[Source material — start]

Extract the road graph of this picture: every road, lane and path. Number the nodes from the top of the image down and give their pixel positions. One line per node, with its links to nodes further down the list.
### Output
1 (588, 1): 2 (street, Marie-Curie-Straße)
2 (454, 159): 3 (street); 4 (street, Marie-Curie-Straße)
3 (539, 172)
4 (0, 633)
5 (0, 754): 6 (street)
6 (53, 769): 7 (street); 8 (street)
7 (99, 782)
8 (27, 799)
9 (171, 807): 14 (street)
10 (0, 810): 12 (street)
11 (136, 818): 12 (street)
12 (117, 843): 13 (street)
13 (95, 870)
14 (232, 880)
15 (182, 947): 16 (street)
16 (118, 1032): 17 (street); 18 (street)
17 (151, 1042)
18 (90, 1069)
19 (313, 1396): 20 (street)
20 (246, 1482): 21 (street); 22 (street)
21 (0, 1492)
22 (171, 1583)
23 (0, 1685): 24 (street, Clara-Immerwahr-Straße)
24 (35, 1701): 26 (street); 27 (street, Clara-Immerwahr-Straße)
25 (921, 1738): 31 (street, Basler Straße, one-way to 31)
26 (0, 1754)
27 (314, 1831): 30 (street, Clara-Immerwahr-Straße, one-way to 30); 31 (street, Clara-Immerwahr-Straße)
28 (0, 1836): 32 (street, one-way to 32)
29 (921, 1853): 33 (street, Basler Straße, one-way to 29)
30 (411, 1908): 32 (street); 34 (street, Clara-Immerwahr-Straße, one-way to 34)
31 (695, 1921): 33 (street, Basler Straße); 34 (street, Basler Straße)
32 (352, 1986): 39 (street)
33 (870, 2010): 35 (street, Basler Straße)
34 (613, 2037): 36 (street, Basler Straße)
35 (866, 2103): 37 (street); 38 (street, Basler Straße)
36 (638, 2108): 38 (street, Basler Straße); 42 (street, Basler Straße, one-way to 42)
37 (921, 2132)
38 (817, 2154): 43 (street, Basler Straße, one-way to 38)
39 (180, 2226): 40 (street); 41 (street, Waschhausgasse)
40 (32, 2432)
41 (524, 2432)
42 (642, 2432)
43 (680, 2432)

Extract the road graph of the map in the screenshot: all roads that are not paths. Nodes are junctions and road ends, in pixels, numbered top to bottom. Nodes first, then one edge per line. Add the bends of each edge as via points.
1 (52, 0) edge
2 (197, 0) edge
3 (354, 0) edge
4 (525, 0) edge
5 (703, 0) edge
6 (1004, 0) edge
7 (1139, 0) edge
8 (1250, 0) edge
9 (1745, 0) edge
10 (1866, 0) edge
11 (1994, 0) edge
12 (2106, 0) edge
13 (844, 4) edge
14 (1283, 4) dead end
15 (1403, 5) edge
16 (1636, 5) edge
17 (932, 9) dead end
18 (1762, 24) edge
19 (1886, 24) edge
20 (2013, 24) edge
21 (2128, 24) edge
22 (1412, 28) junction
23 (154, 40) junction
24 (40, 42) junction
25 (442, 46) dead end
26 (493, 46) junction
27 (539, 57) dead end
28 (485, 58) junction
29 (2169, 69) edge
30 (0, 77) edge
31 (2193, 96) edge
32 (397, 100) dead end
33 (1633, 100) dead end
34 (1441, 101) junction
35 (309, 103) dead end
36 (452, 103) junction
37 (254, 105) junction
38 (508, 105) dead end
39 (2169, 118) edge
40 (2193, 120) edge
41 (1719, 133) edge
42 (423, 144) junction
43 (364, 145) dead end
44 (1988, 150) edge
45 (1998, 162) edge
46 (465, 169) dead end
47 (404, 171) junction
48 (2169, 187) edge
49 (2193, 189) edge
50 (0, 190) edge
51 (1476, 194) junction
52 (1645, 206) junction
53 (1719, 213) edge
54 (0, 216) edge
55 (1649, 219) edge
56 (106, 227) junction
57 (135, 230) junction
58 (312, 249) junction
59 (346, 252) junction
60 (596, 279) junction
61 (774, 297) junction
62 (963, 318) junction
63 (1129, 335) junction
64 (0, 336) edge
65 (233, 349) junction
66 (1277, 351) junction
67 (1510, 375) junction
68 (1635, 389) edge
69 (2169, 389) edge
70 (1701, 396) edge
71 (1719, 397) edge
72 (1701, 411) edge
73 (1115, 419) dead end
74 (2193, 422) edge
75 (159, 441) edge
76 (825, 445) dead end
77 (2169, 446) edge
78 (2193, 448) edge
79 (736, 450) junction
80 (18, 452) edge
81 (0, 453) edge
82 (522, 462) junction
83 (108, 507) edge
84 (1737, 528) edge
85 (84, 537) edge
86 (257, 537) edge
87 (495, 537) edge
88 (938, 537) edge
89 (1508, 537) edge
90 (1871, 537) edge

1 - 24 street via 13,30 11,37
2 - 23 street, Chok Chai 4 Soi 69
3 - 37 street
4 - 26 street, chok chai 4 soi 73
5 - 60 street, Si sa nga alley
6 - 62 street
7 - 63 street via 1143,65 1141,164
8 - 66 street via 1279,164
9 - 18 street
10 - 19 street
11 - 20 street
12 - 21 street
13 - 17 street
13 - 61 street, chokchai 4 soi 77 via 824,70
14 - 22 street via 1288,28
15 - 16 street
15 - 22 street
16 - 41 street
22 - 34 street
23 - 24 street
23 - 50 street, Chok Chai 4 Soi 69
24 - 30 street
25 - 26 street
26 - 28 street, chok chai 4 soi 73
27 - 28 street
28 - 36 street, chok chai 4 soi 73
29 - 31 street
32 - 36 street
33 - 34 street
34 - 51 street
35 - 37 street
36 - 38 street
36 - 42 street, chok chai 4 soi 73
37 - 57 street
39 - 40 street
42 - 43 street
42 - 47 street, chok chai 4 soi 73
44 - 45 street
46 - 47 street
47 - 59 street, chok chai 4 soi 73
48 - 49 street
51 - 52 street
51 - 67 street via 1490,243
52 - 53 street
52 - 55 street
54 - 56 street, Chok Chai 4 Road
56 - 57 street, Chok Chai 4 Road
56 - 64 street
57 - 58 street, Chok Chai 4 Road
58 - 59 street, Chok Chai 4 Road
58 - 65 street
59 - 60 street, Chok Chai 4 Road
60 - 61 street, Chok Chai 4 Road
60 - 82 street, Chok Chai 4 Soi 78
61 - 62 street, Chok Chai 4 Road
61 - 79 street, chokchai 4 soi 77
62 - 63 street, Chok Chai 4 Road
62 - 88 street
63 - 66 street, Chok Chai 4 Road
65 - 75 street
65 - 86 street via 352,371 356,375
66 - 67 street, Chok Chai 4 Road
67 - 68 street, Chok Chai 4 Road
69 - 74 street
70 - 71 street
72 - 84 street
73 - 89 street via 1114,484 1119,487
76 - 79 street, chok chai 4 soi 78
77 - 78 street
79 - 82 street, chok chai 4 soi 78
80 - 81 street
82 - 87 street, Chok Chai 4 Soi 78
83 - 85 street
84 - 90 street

[Source material — finish]

• **Prompt**: Wherever the word "Curie" occurs in the data above, copy the line it sits in.

• **Result for this exercise**:
1 (588, 1): 2 (street, Marie-Curie-Straße)
2 (454, 159): 3 (street); 4 (street, Marie-Curie-Straße)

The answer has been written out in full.